Embrace Technology in EVERYTHING
“There’s an app for that.” – this might be the unofficial motto of Gen Z. When faced with any problem, their first instinct is to see if they can solve it with technology. This way of thinking allows them to figure out fast and effective ways to problem solve, but it also leaves them a bit vulnerable when they have to do things “the old-fashioned way.”
Work Should Be Meaningful
Because of the general atmosphere of hopelessness they’ve been brought up in, Gen Z’s have a strong affinity to work in areas they deem beneficial to the world. Jobs that have a strong ecological and social justice angle to them are highly sought after by them.
Making money is all well and good, but that money won’t be worth anything if we destroy the planet in a couple of decades.

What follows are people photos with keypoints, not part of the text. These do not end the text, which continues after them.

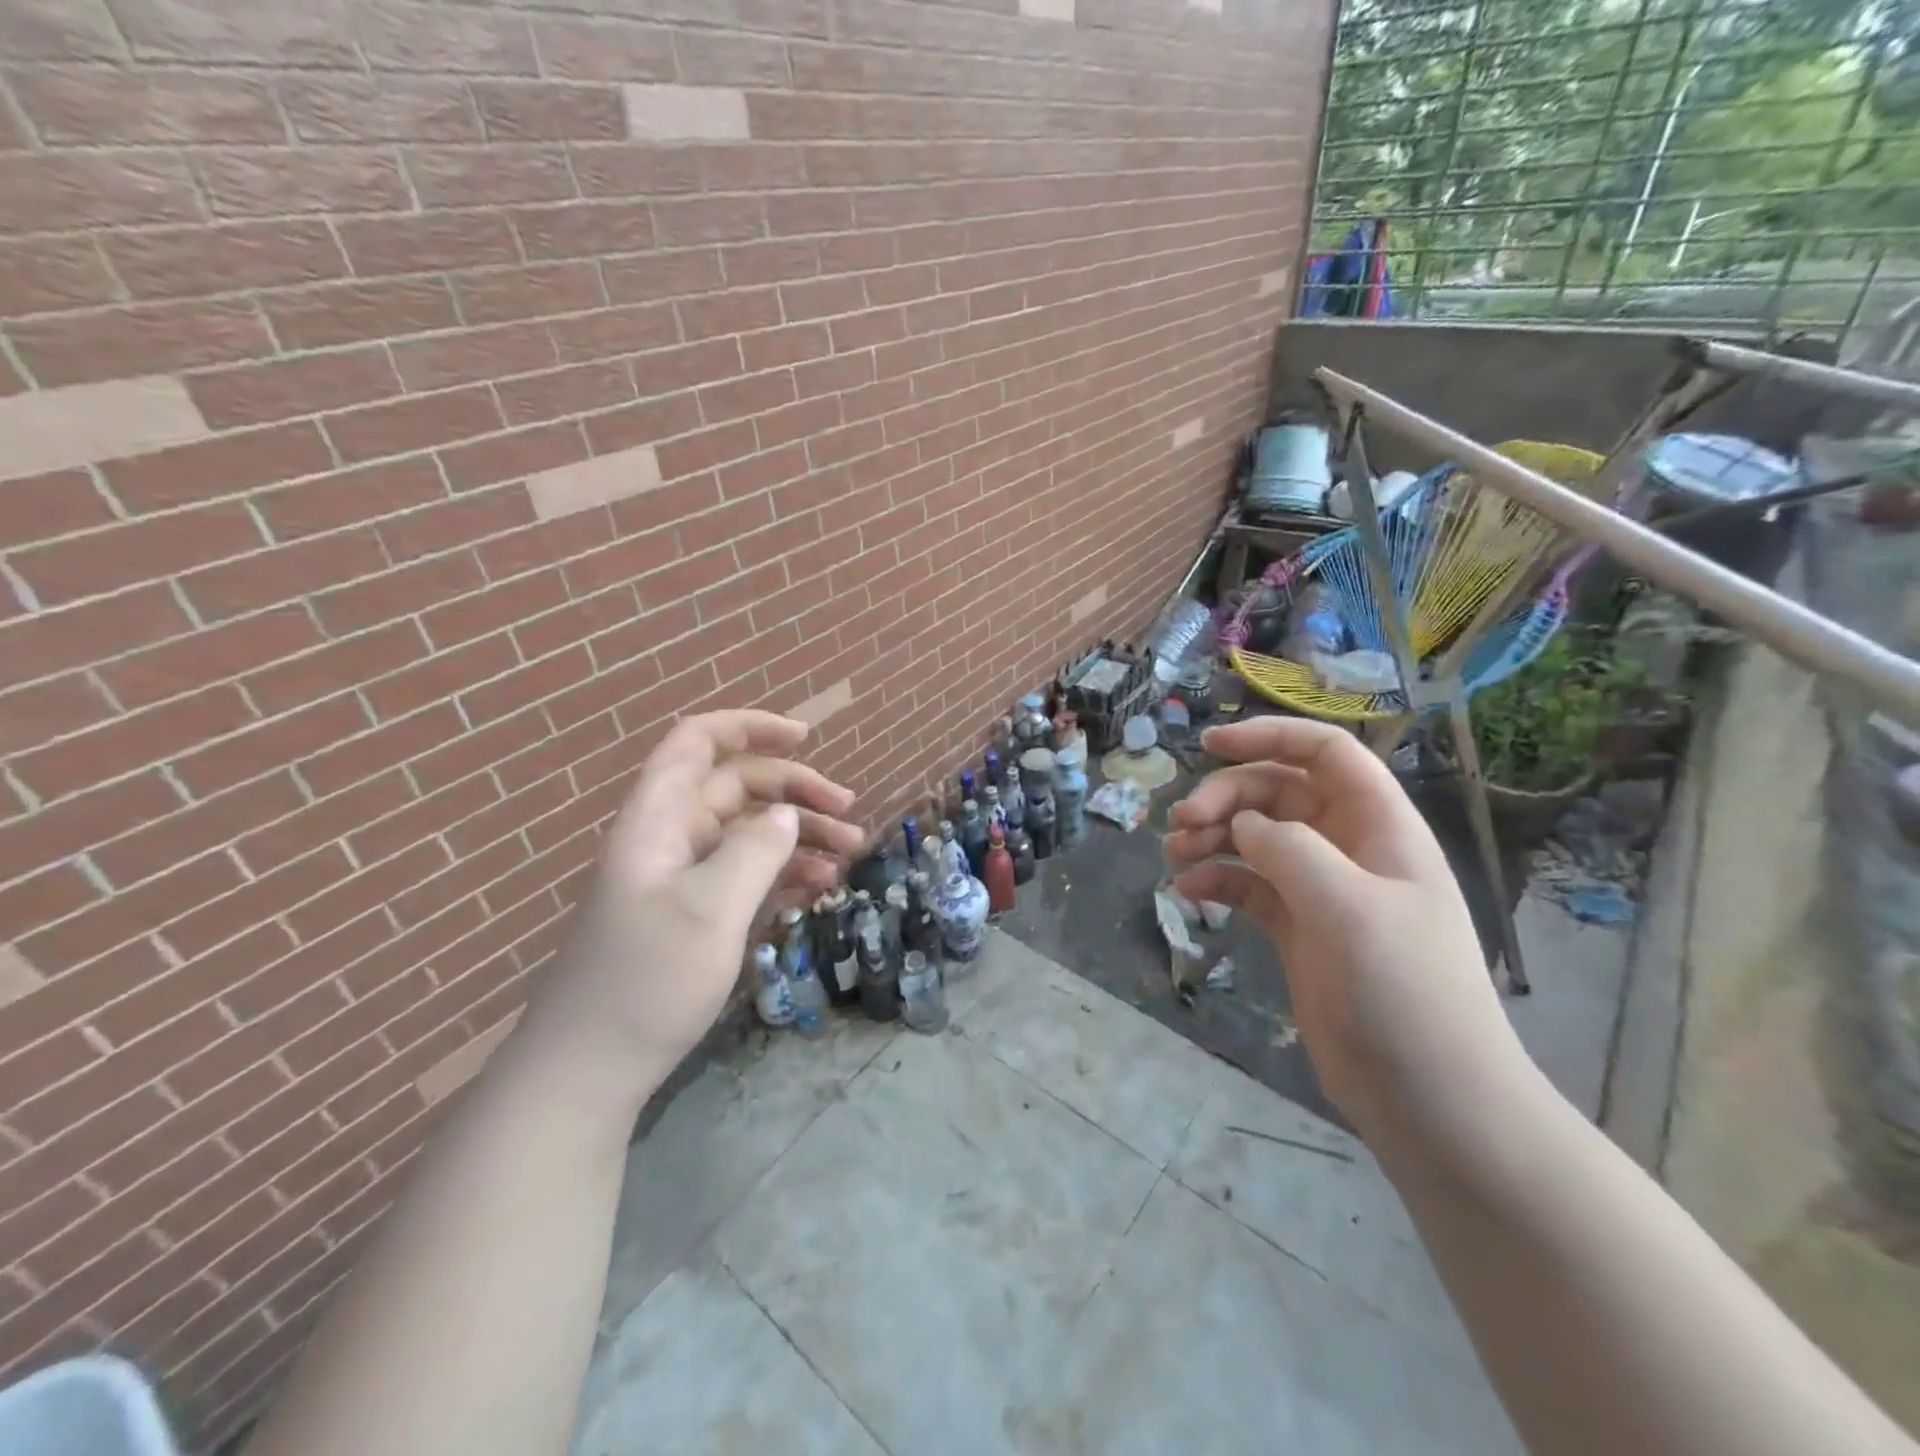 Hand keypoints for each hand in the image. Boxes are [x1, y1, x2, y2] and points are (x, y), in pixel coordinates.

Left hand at [518, 710, 864, 1107]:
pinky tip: (818, 887)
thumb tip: (787, 816)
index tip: (806, 738)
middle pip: (737, 788)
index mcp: (659, 820)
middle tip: (848, 815)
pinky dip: (784, 872)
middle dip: (795, 791)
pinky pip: (746, 874)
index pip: (698, 743)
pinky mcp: (693, 915)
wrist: (587, 1072)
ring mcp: (682, 879)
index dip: (749, 727)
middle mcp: (671, 839)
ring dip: (800, 836)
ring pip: (748, 833)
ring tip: (850, 854)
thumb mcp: (709, 910)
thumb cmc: (645, 981)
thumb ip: (755, 852)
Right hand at [1165, 718, 1523, 1141]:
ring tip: (1173, 856)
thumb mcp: (1348, 907)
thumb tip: (1243, 824)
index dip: (1270, 736)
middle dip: (1225, 797)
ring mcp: (1321, 890)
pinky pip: (1248, 885)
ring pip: (1256, 837)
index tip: (1210, 744)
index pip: (1325, 753)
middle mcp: (1348, 847)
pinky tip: (1190, 893)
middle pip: (1276, 792)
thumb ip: (1289, 849)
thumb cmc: (1404, 992)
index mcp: (1377, 826)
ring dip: (1212, 836)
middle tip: (1181, 822)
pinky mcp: (1297, 929)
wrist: (1431, 1098)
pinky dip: (1216, 880) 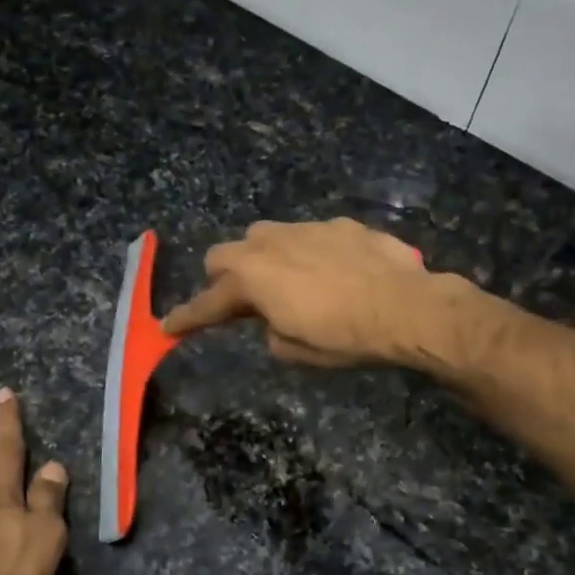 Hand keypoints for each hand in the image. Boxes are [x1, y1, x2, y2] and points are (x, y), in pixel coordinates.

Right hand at [160, 218, 433, 366]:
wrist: (406, 308)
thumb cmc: (344, 337)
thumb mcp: (296, 350)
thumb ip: (270, 330)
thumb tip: (274, 320)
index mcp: (252, 279)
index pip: (208, 303)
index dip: (187, 319)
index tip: (169, 327)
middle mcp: (270, 245)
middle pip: (224, 255)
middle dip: (224, 278)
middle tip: (242, 302)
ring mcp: (305, 229)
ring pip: (265, 236)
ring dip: (263, 259)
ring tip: (288, 282)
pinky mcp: (339, 224)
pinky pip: (308, 235)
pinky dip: (307, 253)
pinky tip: (332, 272) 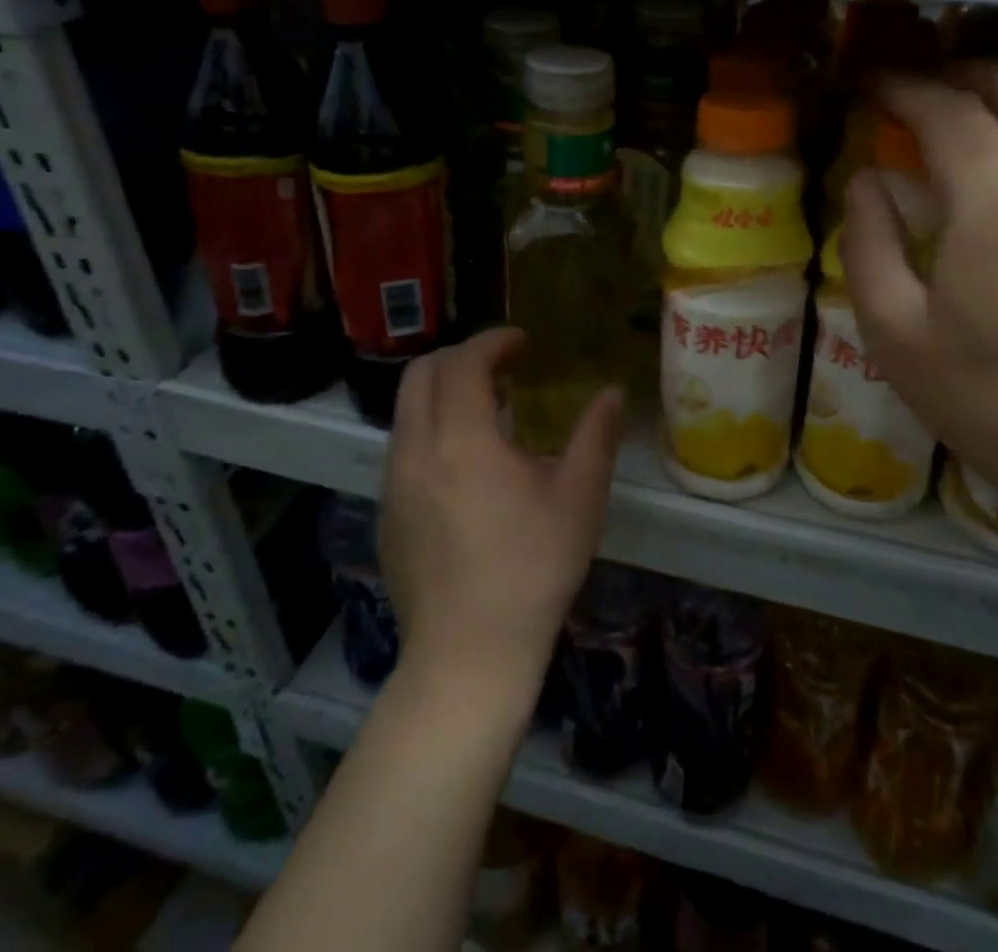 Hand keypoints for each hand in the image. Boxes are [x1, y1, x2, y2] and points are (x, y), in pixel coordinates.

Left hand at [379, 328, 623, 701]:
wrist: (468, 655)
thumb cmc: (532, 570)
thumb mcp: (578, 498)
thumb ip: (595, 436)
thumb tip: (612, 393)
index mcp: (462, 439)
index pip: (463, 363)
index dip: (492, 342)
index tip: (521, 342)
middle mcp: (415, 450)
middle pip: (420, 375)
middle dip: (460, 357)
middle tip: (501, 367)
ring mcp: (392, 484)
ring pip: (406, 412)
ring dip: (442, 394)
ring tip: (486, 412)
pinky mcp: (385, 514)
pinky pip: (402, 448)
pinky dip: (430, 429)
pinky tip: (465, 465)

Resist the Urge to Micromanage Them
Paradoxically, even though Gen Z’s are young and generally lack serious work and worldly experience, they still manage to quickly pick up new skills and figure out solutions all on their own. This is because they are big believers in the DIY approach.
Their philosophy is – if you don’t know how to do something: change a tire, cook a delicious meal in less than 10 minutes, design a website from scratch – there’s someone who already figured that out and can explain it in a video, even to a complete novice.
This doesn’t mean they don’t need training and guidance, but it does mean that you can be sure they will usually find a way to do something even if you don’t explicitly explain it to them.
Be Flexible and Open to New Fads and Ideas
The 9 to 17 work hours are out. So is the traditional work method of sitting in an office – remote work is where it’s at today. Just like technology, work itself is constantly changing and evolving, and no one is quicker to pick up on these things than Gen Z’s.
If you want to retain their attention and motivation, adapt to these fads – you will be happy you did so in the long run.